▶ **Task to carry out**
Looking at the data that follows, count the lines containing the word "Carrera" and write down only that count.

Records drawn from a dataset
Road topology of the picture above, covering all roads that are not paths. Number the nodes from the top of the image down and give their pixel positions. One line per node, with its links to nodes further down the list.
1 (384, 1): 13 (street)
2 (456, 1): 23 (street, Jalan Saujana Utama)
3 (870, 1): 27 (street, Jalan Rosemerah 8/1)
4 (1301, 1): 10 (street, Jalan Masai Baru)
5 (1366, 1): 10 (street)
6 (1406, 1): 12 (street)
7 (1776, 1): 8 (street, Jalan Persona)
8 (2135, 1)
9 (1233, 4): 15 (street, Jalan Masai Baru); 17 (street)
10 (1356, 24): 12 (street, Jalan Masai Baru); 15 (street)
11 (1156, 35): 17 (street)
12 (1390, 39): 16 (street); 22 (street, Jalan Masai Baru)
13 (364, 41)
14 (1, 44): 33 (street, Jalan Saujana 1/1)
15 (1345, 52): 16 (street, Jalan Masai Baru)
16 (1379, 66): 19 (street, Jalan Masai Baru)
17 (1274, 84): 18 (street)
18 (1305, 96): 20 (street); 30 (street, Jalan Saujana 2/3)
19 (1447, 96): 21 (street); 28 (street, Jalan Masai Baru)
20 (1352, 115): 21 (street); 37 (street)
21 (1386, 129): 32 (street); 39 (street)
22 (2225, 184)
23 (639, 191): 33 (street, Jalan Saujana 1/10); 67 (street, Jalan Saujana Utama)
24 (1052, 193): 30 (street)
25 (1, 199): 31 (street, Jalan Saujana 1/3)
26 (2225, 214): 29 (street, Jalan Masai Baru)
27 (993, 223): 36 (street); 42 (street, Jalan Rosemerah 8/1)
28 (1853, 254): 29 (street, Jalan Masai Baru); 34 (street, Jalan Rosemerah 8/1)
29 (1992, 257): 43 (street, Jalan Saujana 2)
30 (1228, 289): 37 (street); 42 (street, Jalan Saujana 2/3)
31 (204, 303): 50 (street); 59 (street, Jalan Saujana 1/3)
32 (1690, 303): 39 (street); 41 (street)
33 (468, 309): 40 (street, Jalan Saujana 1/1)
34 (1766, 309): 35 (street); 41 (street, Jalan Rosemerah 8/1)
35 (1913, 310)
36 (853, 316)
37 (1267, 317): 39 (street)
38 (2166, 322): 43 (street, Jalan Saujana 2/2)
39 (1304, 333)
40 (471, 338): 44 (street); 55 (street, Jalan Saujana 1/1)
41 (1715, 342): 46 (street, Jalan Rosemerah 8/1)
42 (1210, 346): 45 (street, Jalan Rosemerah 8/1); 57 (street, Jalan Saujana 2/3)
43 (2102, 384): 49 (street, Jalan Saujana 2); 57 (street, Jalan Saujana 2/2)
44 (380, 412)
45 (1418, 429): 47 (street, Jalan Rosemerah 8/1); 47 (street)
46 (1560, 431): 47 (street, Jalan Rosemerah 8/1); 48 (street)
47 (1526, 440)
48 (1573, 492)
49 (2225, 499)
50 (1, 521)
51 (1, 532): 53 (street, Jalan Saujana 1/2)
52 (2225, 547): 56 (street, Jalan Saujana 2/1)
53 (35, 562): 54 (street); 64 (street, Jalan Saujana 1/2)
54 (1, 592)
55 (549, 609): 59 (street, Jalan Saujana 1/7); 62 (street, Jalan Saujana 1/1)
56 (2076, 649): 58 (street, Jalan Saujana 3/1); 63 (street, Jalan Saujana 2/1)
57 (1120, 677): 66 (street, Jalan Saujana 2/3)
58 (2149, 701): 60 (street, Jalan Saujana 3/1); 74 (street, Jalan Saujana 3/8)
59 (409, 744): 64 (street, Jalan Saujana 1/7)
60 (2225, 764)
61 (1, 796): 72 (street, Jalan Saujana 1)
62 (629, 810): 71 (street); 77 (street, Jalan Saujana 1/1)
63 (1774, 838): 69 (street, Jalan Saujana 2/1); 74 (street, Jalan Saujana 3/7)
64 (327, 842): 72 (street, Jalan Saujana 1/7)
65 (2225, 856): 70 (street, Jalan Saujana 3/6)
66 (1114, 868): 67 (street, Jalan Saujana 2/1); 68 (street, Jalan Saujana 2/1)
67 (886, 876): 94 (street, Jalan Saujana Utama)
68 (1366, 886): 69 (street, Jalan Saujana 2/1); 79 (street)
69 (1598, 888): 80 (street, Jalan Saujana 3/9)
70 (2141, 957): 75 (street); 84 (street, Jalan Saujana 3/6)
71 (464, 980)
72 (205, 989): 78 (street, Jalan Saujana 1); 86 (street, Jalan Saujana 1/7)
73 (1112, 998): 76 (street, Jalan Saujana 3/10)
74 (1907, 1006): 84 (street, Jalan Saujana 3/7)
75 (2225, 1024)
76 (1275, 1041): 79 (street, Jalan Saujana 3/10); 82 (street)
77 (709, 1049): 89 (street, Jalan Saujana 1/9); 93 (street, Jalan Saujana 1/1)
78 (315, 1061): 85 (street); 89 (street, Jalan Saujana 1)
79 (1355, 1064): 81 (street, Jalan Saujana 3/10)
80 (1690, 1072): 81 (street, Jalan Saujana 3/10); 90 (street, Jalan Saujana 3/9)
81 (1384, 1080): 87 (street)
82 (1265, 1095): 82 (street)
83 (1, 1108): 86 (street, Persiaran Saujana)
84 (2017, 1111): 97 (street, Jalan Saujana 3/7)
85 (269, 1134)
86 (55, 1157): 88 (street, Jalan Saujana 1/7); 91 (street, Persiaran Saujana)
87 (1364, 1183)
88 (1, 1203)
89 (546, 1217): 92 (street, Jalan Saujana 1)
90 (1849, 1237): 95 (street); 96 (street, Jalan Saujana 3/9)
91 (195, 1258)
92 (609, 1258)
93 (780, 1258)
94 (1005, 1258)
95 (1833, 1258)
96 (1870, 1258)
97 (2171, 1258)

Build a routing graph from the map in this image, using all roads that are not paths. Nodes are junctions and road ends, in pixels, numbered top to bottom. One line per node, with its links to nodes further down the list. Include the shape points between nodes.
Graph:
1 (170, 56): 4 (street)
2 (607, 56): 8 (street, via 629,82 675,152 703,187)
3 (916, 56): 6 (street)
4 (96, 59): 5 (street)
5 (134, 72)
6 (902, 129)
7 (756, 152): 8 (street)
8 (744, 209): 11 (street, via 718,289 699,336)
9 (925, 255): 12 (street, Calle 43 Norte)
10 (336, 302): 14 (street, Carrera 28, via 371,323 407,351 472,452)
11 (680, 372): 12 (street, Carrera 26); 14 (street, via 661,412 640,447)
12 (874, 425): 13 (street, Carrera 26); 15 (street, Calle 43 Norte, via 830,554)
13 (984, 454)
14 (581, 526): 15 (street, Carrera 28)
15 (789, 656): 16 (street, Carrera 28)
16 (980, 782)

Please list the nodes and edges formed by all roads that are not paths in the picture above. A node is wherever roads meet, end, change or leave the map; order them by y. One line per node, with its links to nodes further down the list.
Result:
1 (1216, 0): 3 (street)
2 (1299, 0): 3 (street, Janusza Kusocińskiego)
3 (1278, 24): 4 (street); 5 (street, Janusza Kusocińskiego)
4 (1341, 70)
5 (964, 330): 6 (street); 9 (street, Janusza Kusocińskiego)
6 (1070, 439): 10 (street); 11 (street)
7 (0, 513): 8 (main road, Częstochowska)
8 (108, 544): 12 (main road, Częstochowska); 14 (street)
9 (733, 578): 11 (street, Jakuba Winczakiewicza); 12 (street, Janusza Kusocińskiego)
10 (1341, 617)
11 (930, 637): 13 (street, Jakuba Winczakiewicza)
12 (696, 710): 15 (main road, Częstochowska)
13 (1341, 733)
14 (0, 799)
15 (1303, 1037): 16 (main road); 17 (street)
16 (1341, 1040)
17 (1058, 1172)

▶ **Task solution**
5